My husband has a YouTube channel and he’s been uploading video of our band. The videos are all created in Windows Live Movie Maker (WLMM) using just a photo of the band with the accompanying music. In other words, nothing to look at but a still photo but you can hear the music play.
We followed the YouTube instructions to make the videos using WLMM which is that we add the photo, we add the MP3, then we edit the photo to be the same duration in seconds as the MP3. Then we click File, Save Movie and select standard definition, give it a name and we have a .WMV file.
Next we go to his YouTube channel and upload the video.
What’s been happening is that the “video” part of the file ends up being longer than the audio meaning that the audio ends but the picture remains on the screen and the little bar at the bottom keeps traveling for anywhere from a few seconds to a few minutes. We have tried and tried to re-edit this video with no success. The video continues for more than 3 minutes after the music stops.

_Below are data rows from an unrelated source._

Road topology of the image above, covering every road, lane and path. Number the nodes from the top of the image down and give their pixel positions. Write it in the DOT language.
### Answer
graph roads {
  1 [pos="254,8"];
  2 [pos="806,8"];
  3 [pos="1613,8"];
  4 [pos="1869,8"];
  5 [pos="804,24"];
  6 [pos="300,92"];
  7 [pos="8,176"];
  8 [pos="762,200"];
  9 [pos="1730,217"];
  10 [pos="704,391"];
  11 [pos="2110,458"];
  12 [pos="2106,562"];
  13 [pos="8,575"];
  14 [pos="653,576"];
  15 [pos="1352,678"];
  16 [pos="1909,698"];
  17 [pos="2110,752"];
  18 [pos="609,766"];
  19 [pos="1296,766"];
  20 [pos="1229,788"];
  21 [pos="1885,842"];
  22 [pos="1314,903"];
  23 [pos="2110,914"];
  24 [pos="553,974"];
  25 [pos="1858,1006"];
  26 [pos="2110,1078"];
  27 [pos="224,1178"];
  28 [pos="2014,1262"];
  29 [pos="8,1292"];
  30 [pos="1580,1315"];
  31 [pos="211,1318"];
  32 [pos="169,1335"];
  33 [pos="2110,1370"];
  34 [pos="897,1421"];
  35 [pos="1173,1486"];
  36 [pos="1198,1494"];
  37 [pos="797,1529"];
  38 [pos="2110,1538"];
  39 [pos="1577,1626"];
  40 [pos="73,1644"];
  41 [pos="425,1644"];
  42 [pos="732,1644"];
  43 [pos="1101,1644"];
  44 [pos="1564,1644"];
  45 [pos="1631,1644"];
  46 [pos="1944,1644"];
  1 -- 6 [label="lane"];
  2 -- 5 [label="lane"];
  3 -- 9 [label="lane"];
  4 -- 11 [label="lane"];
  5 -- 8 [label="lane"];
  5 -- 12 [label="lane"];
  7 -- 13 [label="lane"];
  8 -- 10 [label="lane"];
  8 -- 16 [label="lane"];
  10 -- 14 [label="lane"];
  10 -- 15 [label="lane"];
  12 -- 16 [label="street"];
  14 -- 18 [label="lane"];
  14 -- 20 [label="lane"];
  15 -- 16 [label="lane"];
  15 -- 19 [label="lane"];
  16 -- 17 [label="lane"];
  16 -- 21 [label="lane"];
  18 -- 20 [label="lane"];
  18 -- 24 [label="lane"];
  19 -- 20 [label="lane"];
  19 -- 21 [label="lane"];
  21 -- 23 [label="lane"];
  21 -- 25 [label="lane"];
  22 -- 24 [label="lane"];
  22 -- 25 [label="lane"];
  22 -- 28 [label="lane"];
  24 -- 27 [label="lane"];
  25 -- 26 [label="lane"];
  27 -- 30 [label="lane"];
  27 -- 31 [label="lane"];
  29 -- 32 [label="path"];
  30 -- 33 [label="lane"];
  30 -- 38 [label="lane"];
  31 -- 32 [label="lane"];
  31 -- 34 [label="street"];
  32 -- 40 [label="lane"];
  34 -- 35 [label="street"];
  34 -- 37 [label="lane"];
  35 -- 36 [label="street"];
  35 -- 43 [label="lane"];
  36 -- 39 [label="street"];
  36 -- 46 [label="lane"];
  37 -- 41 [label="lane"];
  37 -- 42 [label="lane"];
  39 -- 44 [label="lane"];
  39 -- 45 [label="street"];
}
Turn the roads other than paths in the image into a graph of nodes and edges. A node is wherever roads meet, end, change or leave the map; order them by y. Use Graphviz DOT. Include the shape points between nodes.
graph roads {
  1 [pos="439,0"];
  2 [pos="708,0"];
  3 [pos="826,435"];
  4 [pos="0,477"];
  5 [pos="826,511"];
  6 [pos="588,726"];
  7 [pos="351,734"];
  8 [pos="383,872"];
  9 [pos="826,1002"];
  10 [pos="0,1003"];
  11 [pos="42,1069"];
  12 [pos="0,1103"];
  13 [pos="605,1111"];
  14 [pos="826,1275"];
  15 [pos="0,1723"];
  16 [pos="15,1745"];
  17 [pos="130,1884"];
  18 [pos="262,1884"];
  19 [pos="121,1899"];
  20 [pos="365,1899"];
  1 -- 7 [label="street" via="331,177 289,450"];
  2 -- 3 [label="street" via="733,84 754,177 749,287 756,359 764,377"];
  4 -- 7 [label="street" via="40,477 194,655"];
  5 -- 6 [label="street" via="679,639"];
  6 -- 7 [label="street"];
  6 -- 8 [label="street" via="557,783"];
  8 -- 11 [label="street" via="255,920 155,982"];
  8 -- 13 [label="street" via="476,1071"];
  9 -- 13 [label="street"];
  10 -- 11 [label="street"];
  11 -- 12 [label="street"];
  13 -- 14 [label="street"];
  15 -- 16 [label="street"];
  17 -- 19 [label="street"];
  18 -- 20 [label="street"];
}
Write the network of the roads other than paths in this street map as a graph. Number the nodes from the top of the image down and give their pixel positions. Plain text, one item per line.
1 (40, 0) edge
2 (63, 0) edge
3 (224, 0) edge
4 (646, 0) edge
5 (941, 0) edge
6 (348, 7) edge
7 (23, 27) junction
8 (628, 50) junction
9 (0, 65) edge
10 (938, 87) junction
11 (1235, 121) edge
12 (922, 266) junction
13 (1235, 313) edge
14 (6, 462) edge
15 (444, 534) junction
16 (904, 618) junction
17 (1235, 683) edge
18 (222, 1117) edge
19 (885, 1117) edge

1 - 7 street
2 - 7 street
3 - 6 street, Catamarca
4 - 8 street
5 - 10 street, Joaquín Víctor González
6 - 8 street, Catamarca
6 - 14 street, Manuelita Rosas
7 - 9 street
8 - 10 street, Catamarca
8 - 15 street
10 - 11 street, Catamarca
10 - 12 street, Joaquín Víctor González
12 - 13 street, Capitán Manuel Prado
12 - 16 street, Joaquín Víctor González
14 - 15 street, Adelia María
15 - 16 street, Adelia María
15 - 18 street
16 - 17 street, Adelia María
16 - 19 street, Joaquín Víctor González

We can’t figure out where in the process the duration of the picture(s) is getting altered. We go back and edit and it plays fine in WLMM, we save it, up load it and then it’s changed.
I’m sure I’m probably doing something wrong, we’re new at this (as you can see from the poor quality of the slide show linked).
It doesn’t happen every time, some of them are fine. It might be happening when we try to use a picture slide show rather than just one picture but I haven’t gone back to every video to verify that.
Just a guess here, but could it be that the photo files you’re using are much larger than they need to be? I had the same problem making slide shows with music and I solved it by reducing the picture dimensions to the size of my monitor instead of leaving the photos at full size. That significantly reduced the computing power and time it took to display the pictures. Slide shows aren’t the same process as WLMM but the problem might be the same. Just in case.
I don’t think that’s it, Esox Lucius. WLMM can be a piece of garbage in a lot of ways, but it encodes to a video format and doesn’t do it real-time, so no matter how much processing power or hard disk access time it takes to render the pictures, that factor by itself isn’t going to bring them out of sync with the audio.
velvetjones, can you play back the WLMM output outside of WLMM? That can tell you if it’s something in the WLMM settings or processing that’s going wrong, or if the problem has to do with the conversion that youtube servers do after you upload.
That makes sense. There are plenty of complaints on the Internet about videos being out-of-sync after uploading to Youtube. There didn’t seem to be any conclusive fixes, but the possible cause suggested most often was a difference in the video framerate between the videos and Youtube’s processing software. I don’t know where velvetjones would look to find out the framerate of her video to see if it matches Youtube’s. (My hazy memory seems to recall that the video and audio are processed separately and then joined again afterwards, but that might be with something else and not Youtube.)
I’ve figured out that it only happens when I do a slide show using multiple photos. I’ve tried it two ways, using the button that says something like make the video the same length as the music (I can’t remember exactly what the button says) and what that button length of the song in seconds, divide it by the number of pictures and assign that duration to each picture. Sounds reasonable but what it actually did was multiply it by the number of pictures. So my 4 minute song ended up being 16 minutes.
For example. I used four pictures. I have a video that’s let’s just say 1000 seconds. I press the button and it makes the duration of each picture 250 seconds. That sounds just right except that when I look down at the length of the video in minutes it is now four times as long as it started out. Like WLMM multiplied instead of dividing.
When I tried doing it manually and assigning a duration to each photo myself and not necessarily dividing evenly I got the example I linked to above.
It’s definitely happening in WLMM and it’s only happening when I use a slide show. I originally thought I was doing something wrong but now I’m thinking that WLMM is just messed up somehow. I tried going back in to the video linked above and tweaking the duration of each picture but it’s kind of random and trial and error.
When I have more time I’ll mess with it some more. I wonder what would happen if I divided by the number of pictures twice and made that the duration of each picture. Like in the example above, make each of the four pictures 62.5 seconds?
Or maybe I will play with making the pictures smaller though I just can’t see why that would make a difference but hey, at this point I’ll try anything.
Maybe what I need is different software to create videos. I’ll gladly take suggestions for that as well.